The shape memory alloys, termed as functional materials, show two unique capabilities: shape memory effect (SME) and superelasticity (SE), which are absent in traditional materials. Both SME and SE largely depend on the solid-solid, diffusionless phase transformation process known as martensitic transformation (MT) from a crystallographically more-ordered parent phase (austenite) to a crystallographically less-ordered product phase (martensite).

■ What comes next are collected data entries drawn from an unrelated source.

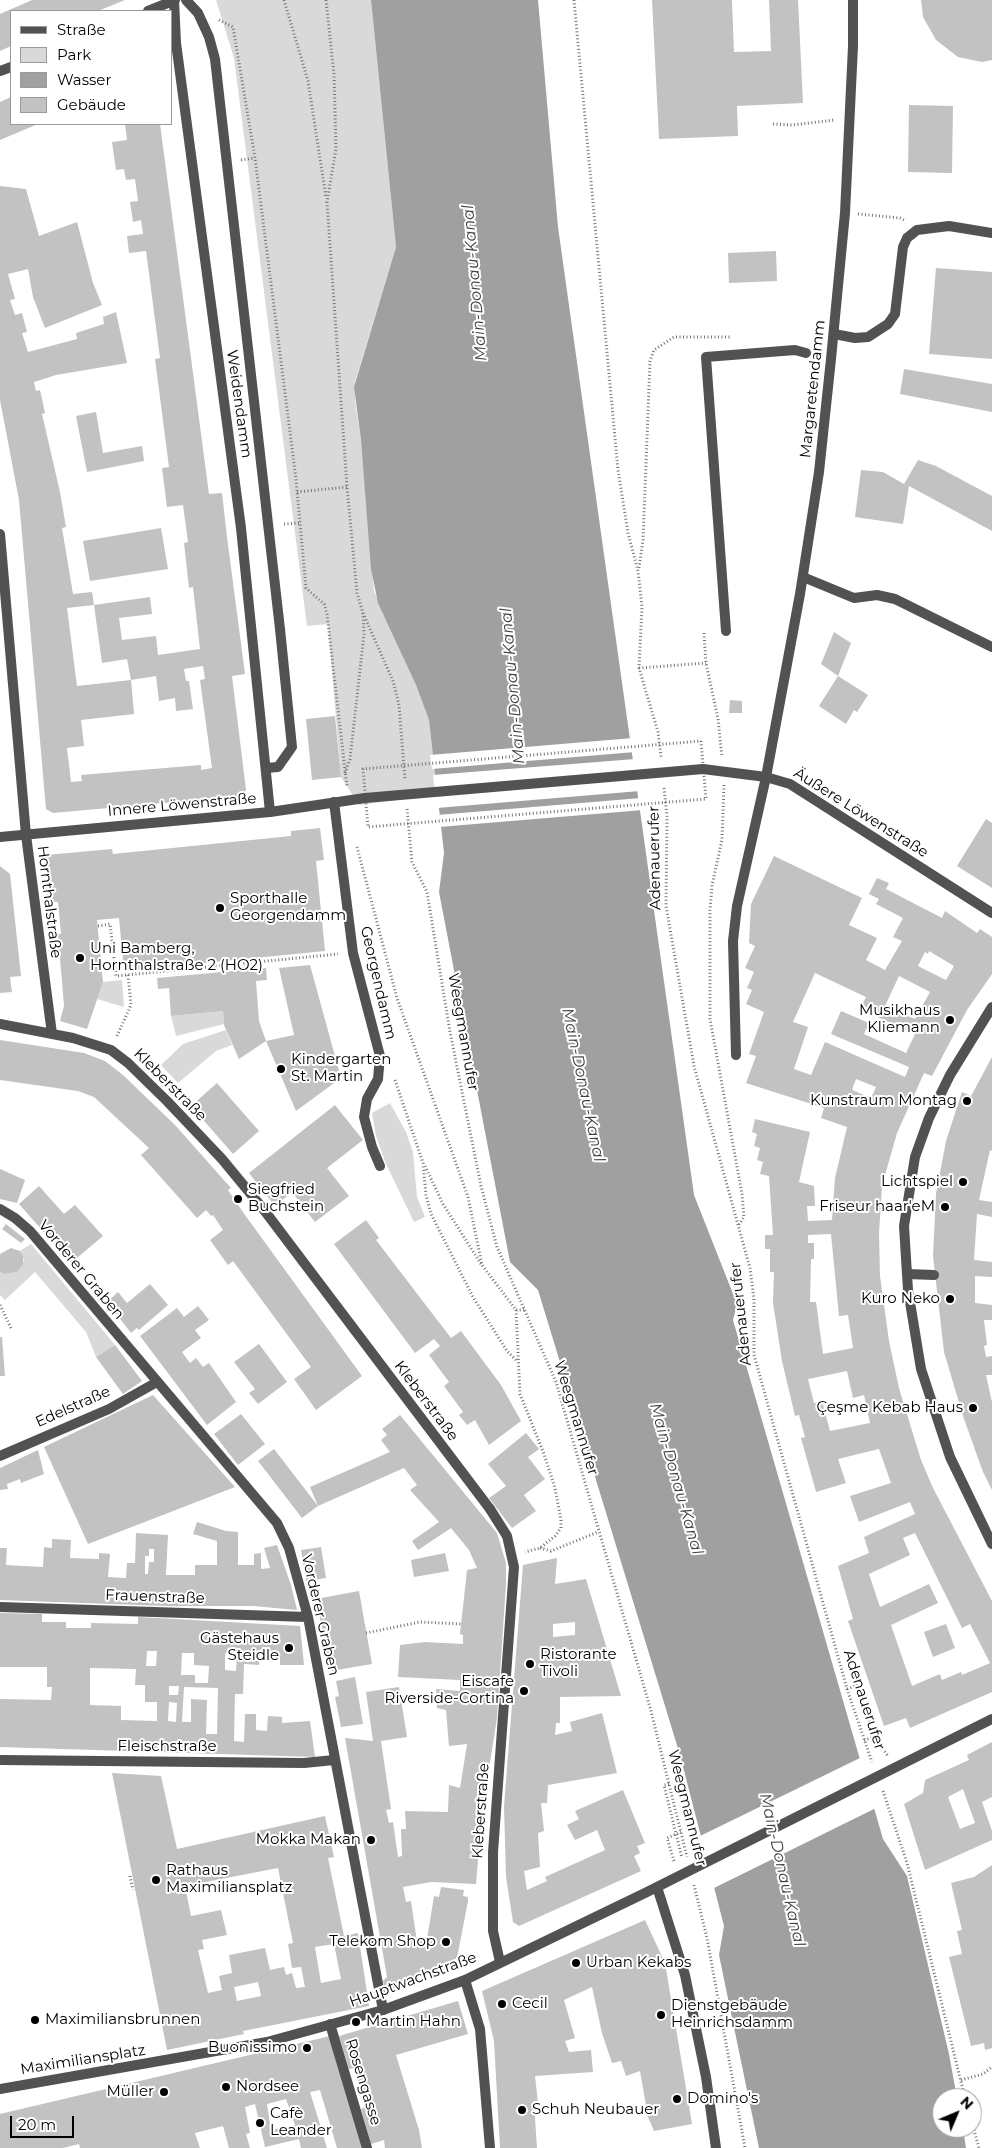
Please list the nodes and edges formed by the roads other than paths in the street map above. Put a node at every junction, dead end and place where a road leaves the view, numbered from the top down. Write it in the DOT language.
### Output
graph roads {
  1 [pos="174,0"];
  2 [pos="186,0"];
  3 [pos="853,0"];
  4 [pos="150,10"];
  5 [pos="992,233"];
  6 [pos="834,334"];
  7 [pos="806,353"];
  8 [pos="0,534"];
  9 [pos="803,577"];
  10 [pos="726,632"];
  11 [pos="992,647"];
  12 [pos="266,768"];
  13 [pos="766,776"];
  14 [pos="365,798"];
  15 [pos="334,802"];
  16 [pos="270,812"];
  17 [pos="26,835"];
  18 [pos="0,838"];
  19 [pos="992,913"];
  20 [pos="992,1007"];
  21 [pos="0,1024"];
  22 [pos="52,1034"];
  23 [pos="736,1055"];
  24 [pos="380,1166"];
  25 [pos="0,1209"];
  26 [pos="907,1274"];
  27 [pos="934,1275"];
  28 [pos="157,1382"];
  29 [pos="0,1456"];
  30 [pos="992,1544"];
  31 [pos="0,1607"];
  32 [pos="308,1617"];
  33 [pos="992,1719"];
  34 [pos="0,1760"];
  35 [pos="334,1760"];
  36 [pos="657,1887"];
  37 [pos="500,1962"];
  38 [pos="465,1980"];
  39 [pos="383,2010"];
  40 [pos="330,2024"];
  41 [pos="171,2061"];
  42 [pos="0,2089"];
  43 [pos="367,2148"];
  44 [pos="490,2148"];
  45 [pos="716,2148"];
  1 -- 4 [label="street"];
  1 -- 12 [label="street, Weidendamm"];
  2 -- 12 [label="street"];
  3 -- 6 [label="street, Margaretendamm"];
  5 -- 6 [label="street"];
  6 -- 9 [label="street, Margaretendamm"];
  7 -- 10 [label="street"];
  8 -- 17 [label="street, Hornthalstraße"];
  9 -- 11 [label="street"];
  9 -- 13 [label="street, Margaretendamm"];
  12 -- 16 [label="street, Weidendamm"];
  13 -- 14 [label="street, Äußere Löwenstraße"];
  13 -- 19 [label="street, Äußere Löwenstraße"];
  13 -- 23 [label="street, Margaretendamm"];
  14 -- 15 [label="street, Innere Löwenstraße"];
  15 -- 16 [label="street, Innere Löwenstraße"];
  15 -- 24 [label="street, Georgendamm"];
  16 -- 17 [label="street, Innere Löwenstraße"];
  17 -- 18 [label="street, Innere Löwenstraße"];
  17 -- 22 [label="street, Hornthalstraße"];
  20 -- 26 [label="street"];
  21 -- 22 [label="street, Kleberstraße"];
  22 -- 37 [label="street, Kleberstraße"];
  25 -- 28 [label="street, Vorderer Graben"];
  26 -- 27 [label="street"];
  26 -- 30 [label="street"];
  28 -- 29 [label="street, Edelstraße"];
  28 -- 32 [label="street, Vorderer Graben"];
  31 -- 32 [label="street, Frauenstraße"];
  32 -- 35 [label="street, Vorderer Graben"];
  33 -- 36 [label="street, Hauptwachstraße"];
  34 -- 35 [label="street, Fleischstraße"];
  35 -- 39 [label="street, Vorderer Graben"];
  36 -- 37 [label="street, Hauptwachstraße"];
  36 -- 45 [label="street"];
  37 -- 38 [label="street, Hauptwachstraße"];
  38 -- 39 [label="street, Hauptwachstraße"];
  38 -- 44 [label="street"];
  39 -- 40 [label="street, Hauptwachstraße"];
  40 -- 41 [label="street, Hauptwachstraße"];
  40 -- 43 [label="street, Rosengasse"];
  41 -- 42 [label="street, Maximiliansplatz"];
}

See FIG. 54. The phase transformation (from austenite to martensite, or vice versa) is typically marked by four transition temperatures, commonly referred to as Martensite finish (Mf or Mf), Martensite start (Ms or Ms), Austenite finish (Af or Af), and Austenite start (As or As). If the temperatures for Mf<Ms<As<Af, then a change in the temperature within Ms<T<As induces no phase change and both martensite and austenite may coexist within Mf<T<Af. The phase transformations may take place depending on changing temperature (SME) or changing stress (SE).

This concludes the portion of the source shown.